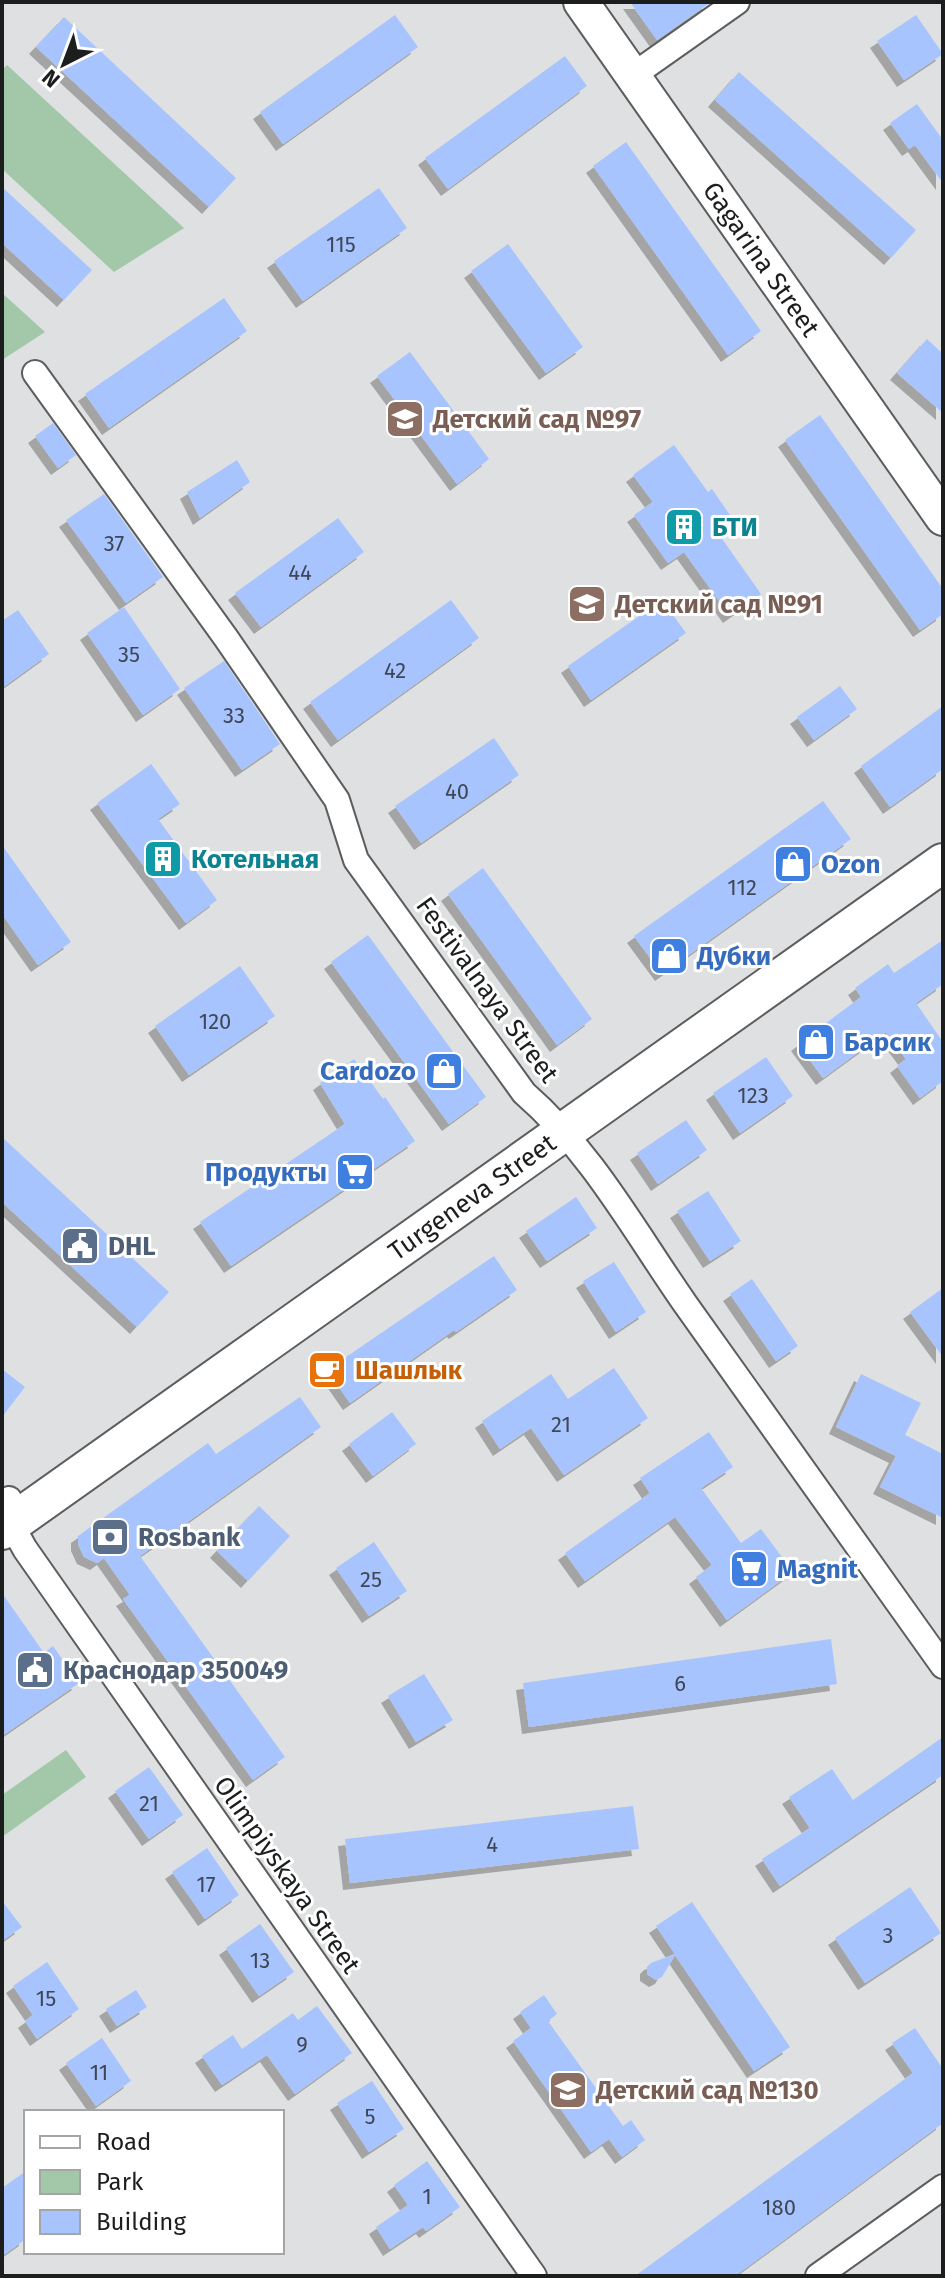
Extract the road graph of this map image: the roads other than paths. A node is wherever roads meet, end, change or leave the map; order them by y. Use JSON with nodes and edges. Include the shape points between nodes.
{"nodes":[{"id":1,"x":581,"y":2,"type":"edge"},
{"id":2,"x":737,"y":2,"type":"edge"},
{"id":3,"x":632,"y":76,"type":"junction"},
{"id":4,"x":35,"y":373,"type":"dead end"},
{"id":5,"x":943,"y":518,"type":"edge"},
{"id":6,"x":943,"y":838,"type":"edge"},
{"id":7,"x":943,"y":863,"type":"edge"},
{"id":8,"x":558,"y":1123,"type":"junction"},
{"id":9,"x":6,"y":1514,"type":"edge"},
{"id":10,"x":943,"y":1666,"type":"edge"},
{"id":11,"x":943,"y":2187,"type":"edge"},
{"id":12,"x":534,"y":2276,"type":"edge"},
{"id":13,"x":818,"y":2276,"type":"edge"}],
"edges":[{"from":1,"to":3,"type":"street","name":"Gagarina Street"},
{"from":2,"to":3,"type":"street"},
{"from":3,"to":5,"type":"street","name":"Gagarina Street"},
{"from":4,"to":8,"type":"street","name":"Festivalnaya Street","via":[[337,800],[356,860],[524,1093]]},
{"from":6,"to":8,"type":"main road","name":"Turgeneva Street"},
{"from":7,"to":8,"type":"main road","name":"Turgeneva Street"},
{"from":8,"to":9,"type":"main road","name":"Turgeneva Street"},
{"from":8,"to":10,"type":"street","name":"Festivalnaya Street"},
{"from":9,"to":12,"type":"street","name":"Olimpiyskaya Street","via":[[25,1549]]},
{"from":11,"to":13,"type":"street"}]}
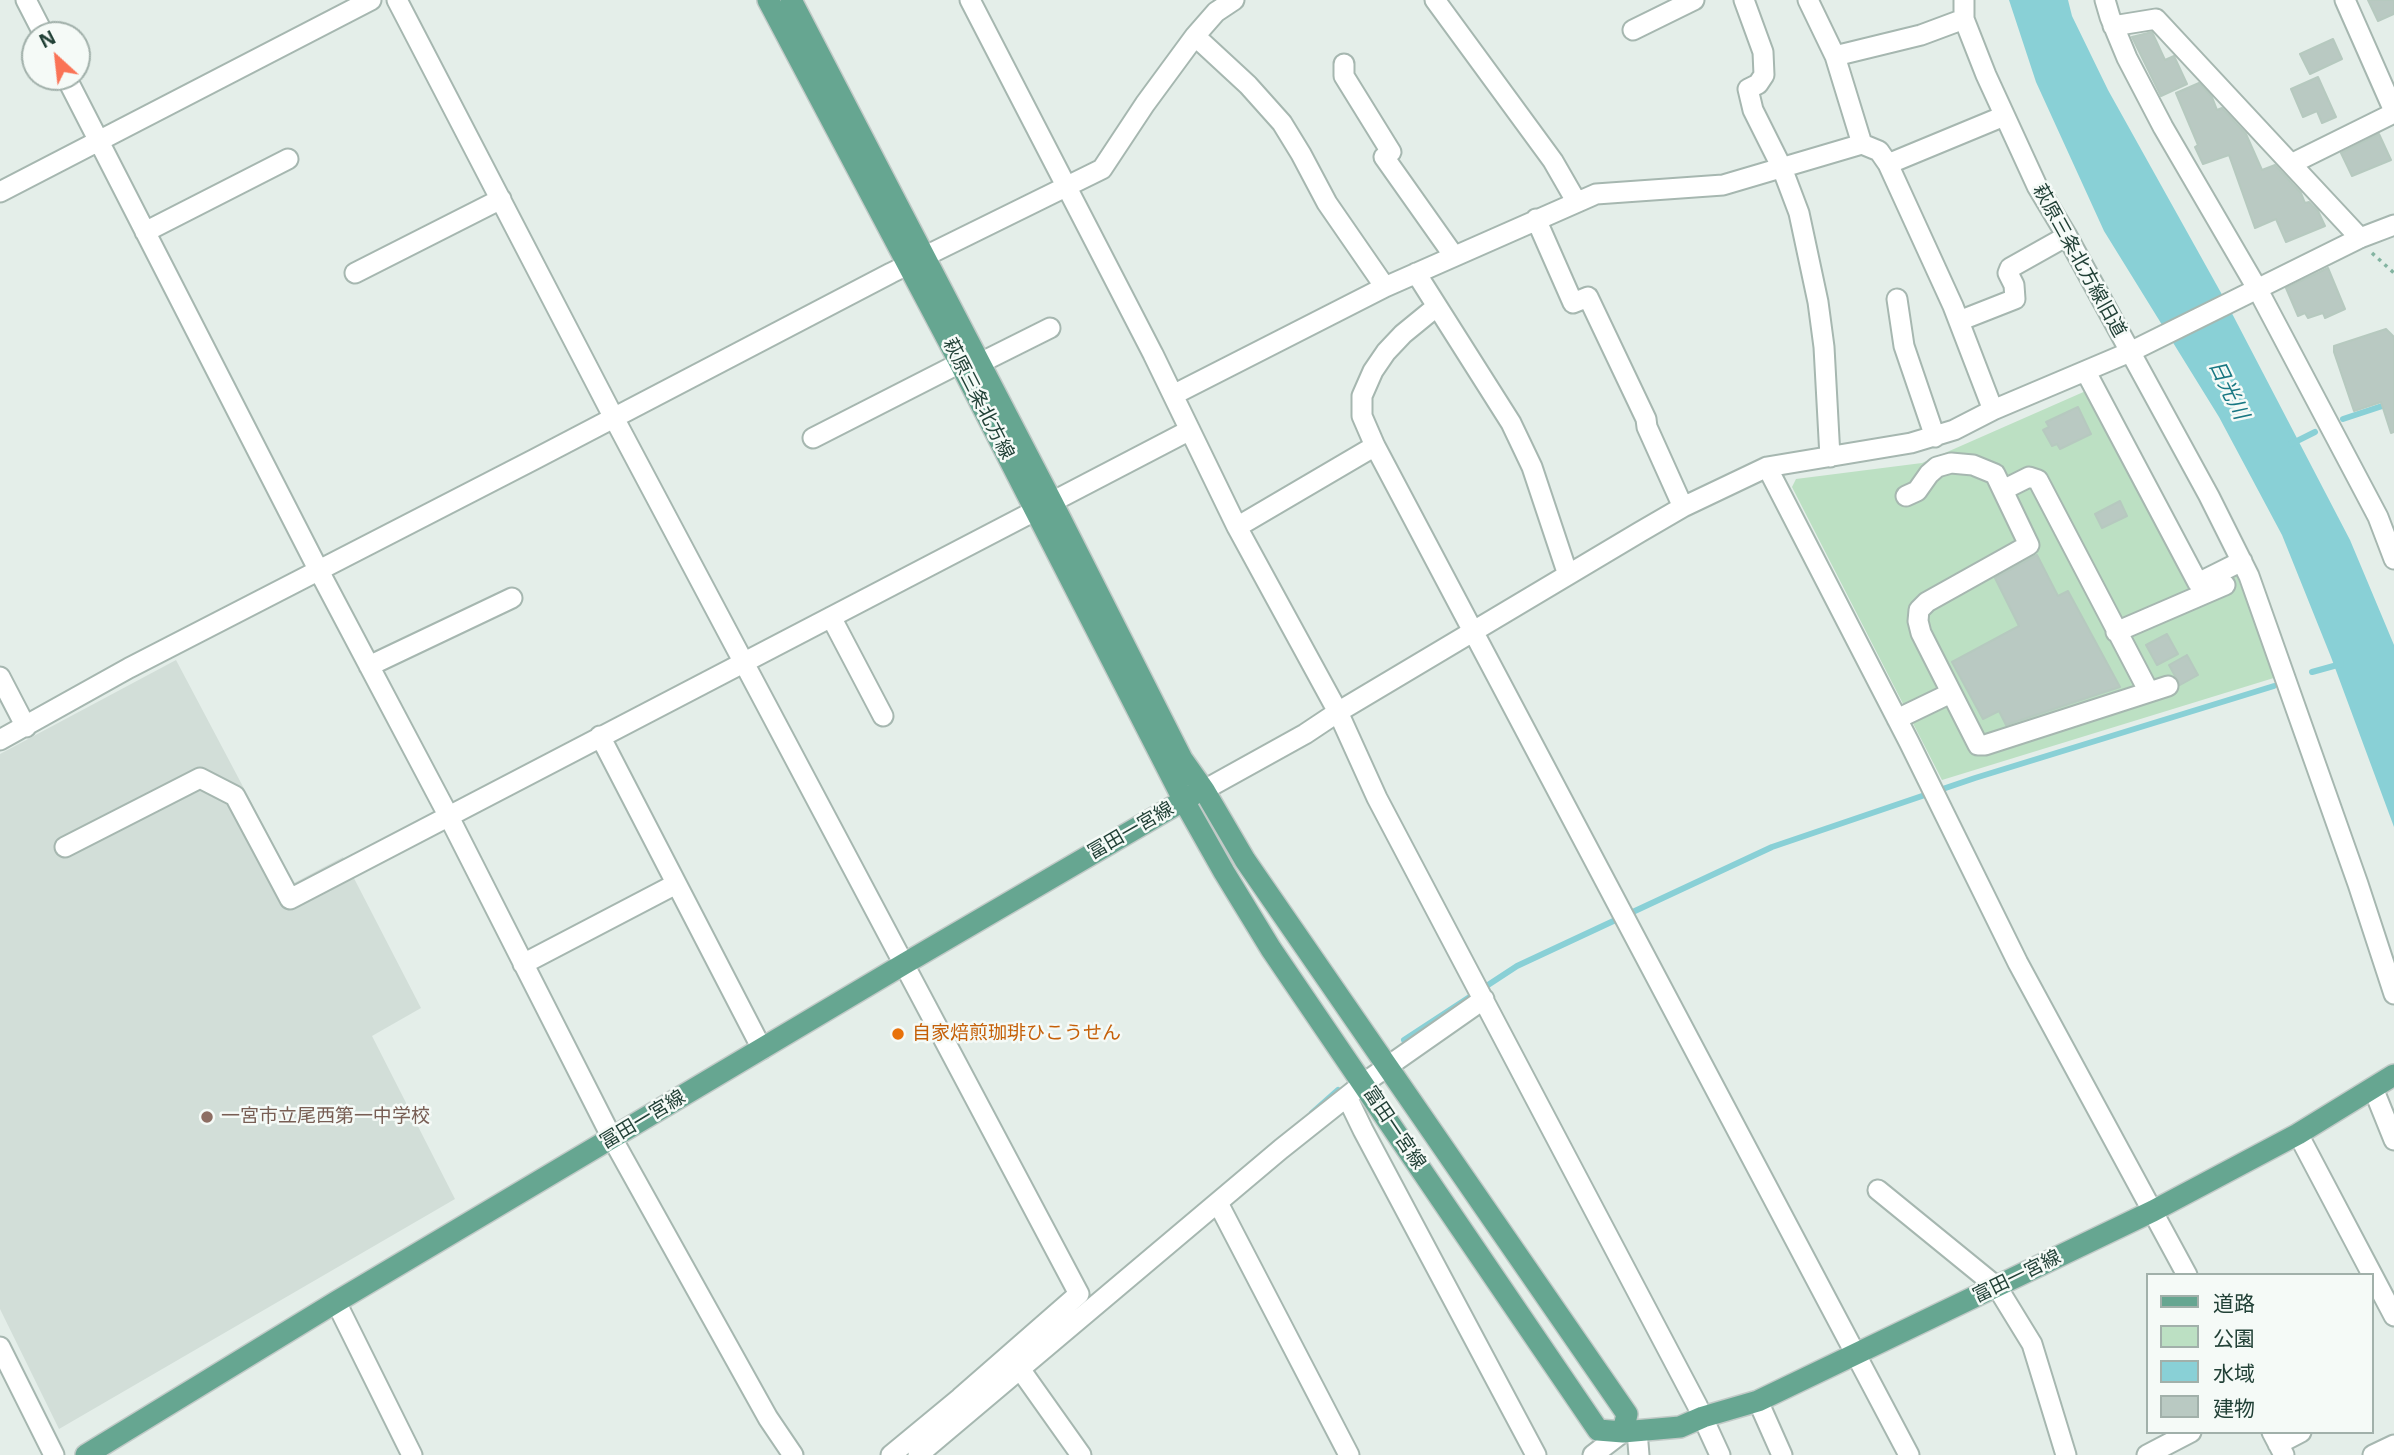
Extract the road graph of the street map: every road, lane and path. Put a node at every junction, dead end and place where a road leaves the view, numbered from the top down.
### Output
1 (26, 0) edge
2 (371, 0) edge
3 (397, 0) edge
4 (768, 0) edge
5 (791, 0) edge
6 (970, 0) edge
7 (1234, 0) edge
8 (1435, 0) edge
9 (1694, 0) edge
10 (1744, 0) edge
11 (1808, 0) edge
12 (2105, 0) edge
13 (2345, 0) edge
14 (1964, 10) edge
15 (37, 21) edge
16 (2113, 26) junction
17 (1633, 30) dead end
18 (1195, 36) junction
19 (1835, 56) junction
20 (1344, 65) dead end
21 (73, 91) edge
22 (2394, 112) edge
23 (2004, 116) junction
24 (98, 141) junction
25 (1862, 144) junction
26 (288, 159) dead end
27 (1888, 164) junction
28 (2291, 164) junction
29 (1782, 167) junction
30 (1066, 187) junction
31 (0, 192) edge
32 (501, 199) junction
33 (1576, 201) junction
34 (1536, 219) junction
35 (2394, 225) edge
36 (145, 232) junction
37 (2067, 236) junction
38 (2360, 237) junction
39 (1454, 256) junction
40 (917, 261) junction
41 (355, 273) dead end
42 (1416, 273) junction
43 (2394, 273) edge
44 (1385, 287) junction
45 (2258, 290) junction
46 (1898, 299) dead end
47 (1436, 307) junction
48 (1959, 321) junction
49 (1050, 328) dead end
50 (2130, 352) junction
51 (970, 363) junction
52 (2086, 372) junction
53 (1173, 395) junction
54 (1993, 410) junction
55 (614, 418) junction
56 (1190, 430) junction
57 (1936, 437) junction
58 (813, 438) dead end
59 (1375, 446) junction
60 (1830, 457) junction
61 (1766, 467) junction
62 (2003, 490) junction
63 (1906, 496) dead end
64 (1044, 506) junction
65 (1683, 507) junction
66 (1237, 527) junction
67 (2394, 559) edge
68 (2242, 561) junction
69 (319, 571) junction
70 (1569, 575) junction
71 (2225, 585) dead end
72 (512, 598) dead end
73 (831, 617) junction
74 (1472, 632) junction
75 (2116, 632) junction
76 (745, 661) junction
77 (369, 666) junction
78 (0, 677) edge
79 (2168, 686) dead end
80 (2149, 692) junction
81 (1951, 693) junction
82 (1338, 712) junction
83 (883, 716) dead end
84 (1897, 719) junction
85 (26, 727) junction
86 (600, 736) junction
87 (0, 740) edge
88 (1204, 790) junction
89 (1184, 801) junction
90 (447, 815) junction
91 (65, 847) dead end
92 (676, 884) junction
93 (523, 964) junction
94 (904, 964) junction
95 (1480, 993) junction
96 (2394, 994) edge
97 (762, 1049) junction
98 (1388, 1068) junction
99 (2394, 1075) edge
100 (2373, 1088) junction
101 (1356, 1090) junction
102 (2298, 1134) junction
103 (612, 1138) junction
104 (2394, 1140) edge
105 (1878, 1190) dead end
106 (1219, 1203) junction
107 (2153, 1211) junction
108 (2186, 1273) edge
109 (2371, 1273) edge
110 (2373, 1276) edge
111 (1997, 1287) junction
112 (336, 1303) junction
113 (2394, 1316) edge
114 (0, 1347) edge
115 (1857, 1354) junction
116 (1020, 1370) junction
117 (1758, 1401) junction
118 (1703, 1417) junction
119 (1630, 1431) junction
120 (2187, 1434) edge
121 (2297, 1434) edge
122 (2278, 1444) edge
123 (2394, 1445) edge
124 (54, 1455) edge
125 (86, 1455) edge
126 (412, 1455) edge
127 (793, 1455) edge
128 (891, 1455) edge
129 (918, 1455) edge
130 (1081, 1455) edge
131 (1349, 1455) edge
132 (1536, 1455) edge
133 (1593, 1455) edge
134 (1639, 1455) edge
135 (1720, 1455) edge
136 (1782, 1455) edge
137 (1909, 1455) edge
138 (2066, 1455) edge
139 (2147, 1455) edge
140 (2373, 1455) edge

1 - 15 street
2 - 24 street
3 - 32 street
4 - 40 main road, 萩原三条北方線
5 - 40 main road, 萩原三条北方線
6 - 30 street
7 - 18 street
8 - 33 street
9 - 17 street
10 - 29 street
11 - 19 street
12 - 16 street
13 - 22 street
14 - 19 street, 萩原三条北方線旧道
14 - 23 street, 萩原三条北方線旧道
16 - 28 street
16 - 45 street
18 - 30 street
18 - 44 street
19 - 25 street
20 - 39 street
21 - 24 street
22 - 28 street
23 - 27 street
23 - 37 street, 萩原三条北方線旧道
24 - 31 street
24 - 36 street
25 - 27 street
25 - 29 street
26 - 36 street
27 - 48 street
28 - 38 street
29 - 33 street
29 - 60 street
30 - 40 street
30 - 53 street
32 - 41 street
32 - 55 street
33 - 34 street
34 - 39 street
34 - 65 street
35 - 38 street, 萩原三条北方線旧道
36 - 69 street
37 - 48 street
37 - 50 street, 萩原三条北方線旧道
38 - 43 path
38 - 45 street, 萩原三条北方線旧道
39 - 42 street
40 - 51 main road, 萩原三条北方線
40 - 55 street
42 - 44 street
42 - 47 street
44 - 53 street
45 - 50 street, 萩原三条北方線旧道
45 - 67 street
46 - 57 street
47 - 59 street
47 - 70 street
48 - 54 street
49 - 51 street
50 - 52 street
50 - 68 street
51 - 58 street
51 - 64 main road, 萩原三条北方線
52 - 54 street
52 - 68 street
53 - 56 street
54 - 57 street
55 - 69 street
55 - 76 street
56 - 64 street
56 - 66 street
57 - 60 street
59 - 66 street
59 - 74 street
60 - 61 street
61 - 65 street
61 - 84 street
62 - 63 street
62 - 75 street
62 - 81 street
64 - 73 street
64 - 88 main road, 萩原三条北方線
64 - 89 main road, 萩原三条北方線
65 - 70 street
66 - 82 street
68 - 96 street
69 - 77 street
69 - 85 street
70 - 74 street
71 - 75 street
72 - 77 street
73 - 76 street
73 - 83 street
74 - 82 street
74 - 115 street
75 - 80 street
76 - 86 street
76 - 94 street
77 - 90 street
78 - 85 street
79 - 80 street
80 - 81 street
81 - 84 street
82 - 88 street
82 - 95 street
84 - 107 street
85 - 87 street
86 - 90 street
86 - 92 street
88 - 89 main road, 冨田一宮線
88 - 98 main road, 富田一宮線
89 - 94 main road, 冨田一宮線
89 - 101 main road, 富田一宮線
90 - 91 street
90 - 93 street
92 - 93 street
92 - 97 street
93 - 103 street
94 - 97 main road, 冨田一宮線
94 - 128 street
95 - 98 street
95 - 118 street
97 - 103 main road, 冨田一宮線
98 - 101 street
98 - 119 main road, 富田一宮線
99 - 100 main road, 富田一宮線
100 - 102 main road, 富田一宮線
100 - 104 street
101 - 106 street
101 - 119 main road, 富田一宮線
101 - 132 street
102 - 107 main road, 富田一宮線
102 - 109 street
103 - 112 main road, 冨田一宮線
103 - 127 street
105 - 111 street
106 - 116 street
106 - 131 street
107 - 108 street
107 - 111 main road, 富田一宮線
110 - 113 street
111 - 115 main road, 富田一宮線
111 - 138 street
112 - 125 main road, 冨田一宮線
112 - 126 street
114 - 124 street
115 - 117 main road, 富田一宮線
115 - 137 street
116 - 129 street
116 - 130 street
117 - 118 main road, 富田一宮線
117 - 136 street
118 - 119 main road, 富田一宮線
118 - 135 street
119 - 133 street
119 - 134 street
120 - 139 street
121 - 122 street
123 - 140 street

------------------------

### Exercise prompt
Go through the records and gather the lines that hold "冨田一宮線".

### Output for this exercise
88 - 89 main road, 冨田一宮線
89 - 94 main road, 冨田一宮線
94 - 97 main road, 冨田一宮線
97 - 103 main road, 冨田一宮線
103 - 112 main road, 冨田一宮線
112 - 125 main road, 冨田一宮線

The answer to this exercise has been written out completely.